A Quality Control Mechanism of Splice Site Selection Abrogated under Stress and in Cancer.

Simple Summary: Splicing and alternative splicing play a major role in regulating gene expression, and mis-regulation of splicing can lead to several diseases, including cancer. The aim of this review is to summarize the current knowledge of a quality control mechanism of splice site selection termed Suppression of Splicing (SOS), proposed to protect cells from splicing at the numerous intronic unused 5′ splice sites, and emphasize its relevance to cancer. This relevance stems from the finding that SOS is abrogated under stress and in cancer resulting in the expression of thousands of aberrant nonsense mRNAs that may be toxic to cells. These findings highlight the unexplored potential of such aberrant isoforms as novel targets for cancer diagnosis and therapies. Latent 5' splice sites, highly abundant in human introns, are not normally used. This led to the proposal of a quality control mechanism, Suppression of Splicing (SOS), which protects cells from splicing at the numerous intronic latent sites, and whose activation can generate nonsense mRNAs. SOS was shown to be independent of Nonsense-Mediated mRNA Decay (NMD). Efforts to decipher the SOS mechanism revealed a pivotal role for initiator-tRNA, independent of protein translation. Recently, nucleolin (a multifunctional protein) was found to directly and specifically bind the initiator-tRNA in the nucleus and was shown to be a protein component of SOS, enabling an updated model of the SOS mechanism.
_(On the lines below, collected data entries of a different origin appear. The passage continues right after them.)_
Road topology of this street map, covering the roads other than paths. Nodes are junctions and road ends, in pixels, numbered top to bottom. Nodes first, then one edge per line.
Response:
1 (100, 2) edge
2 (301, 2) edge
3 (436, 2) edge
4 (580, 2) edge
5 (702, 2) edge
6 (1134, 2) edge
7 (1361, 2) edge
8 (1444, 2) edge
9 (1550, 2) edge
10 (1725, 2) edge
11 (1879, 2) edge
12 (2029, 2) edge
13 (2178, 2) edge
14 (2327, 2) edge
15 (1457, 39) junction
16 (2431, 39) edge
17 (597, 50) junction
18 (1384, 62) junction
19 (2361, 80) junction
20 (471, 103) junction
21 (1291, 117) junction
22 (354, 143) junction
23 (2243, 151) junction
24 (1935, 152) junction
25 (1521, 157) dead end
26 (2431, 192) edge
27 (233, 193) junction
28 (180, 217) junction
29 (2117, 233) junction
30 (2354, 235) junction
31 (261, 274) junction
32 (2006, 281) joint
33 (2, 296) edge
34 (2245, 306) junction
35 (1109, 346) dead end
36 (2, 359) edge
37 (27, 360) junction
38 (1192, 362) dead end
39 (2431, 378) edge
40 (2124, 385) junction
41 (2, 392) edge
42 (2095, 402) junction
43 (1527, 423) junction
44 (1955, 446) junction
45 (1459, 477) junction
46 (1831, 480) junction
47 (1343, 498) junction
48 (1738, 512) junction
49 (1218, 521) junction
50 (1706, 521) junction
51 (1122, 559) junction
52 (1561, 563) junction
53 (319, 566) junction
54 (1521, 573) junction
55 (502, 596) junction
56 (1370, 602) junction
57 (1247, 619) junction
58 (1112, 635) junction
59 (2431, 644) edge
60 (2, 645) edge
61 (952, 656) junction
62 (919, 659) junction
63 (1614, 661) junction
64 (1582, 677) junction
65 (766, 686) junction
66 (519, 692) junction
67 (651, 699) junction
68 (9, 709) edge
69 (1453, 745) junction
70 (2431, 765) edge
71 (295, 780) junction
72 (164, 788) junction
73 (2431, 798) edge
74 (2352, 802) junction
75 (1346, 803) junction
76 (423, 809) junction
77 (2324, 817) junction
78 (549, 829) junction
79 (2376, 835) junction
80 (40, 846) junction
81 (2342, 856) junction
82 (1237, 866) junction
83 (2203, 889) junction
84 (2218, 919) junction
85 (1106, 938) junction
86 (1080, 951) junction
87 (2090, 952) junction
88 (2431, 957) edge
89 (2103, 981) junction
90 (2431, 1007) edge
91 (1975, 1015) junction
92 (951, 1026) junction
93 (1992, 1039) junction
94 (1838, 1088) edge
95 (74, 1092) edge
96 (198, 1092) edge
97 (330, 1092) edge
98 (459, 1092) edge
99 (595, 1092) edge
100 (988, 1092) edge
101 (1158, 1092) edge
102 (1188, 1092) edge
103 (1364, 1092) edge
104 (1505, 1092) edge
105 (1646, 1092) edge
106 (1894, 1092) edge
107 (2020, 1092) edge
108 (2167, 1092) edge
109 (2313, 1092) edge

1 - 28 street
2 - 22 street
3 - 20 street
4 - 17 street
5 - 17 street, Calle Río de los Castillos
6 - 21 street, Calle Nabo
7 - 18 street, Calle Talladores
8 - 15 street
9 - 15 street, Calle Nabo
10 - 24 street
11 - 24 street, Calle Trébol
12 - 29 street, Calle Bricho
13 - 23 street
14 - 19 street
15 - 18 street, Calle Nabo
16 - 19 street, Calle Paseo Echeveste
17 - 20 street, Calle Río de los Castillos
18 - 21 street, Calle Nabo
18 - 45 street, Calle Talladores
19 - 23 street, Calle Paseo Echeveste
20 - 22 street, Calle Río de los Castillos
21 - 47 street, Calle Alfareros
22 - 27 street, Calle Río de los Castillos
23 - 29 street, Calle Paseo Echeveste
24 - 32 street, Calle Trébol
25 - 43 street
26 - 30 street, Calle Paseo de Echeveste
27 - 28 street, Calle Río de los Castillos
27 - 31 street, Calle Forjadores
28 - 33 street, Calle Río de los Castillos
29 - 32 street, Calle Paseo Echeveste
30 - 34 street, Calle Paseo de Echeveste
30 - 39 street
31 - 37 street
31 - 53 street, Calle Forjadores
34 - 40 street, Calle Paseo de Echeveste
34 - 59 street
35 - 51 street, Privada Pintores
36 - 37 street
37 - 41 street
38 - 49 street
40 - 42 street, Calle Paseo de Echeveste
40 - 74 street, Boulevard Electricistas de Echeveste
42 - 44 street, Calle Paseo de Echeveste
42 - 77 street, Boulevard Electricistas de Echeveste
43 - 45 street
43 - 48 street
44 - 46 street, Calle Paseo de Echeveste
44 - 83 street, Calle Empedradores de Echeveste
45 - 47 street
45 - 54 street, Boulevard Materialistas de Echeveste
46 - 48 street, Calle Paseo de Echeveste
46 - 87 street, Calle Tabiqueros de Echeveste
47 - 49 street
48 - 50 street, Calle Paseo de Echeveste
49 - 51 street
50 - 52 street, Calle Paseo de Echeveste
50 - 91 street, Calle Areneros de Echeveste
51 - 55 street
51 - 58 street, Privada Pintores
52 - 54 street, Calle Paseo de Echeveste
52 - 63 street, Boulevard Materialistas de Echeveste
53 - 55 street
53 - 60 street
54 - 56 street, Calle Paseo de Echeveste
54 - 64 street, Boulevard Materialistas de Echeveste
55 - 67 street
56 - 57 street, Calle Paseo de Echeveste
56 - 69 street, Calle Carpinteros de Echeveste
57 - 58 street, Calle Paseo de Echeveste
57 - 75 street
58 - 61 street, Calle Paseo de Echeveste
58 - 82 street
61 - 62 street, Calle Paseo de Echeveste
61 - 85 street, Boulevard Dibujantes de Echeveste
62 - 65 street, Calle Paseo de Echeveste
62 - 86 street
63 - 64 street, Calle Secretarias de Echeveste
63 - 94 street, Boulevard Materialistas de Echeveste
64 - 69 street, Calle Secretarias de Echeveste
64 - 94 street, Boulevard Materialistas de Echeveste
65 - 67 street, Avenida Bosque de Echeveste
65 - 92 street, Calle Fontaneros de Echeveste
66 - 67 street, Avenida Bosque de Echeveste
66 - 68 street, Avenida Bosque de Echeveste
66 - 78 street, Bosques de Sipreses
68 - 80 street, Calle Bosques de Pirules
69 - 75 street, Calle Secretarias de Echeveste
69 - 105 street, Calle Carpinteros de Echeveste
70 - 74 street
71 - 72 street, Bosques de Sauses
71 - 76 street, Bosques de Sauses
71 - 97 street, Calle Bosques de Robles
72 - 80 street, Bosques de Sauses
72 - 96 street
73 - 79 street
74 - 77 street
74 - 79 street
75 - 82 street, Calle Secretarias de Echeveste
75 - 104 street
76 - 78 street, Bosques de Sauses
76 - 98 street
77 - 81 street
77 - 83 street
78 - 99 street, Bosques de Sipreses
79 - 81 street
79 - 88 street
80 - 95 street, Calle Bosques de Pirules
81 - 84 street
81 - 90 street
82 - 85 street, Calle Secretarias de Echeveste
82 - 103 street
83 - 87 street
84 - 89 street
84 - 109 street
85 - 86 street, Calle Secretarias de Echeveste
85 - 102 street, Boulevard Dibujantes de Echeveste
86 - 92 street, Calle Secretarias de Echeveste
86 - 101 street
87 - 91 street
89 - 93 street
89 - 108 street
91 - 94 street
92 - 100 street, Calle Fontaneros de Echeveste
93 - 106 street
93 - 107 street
Importantly, SOS is abrogated under stress and in cancer (e.g., in breast cancer cells and gliomas), generating thousands of nonsense mRNAs due to activation of latent splicing. The resulting affected human genes cover a variety of functional groups, including genes involved in cell proliferation and differentiation. Furthermore, in oligodendroglioma, the extent of activation of latent splicing increases with the severity of the cancer. Interesting examples are genes expressing aberrant nonsense mRNAs in both breast cancer and glioma, due to latent splicing activation. These findings highlight the unexplored potential of such aberrant isoforms as novel targets for cancer diagnosis and therapies. [ABSTRACT FROM AUTHOR]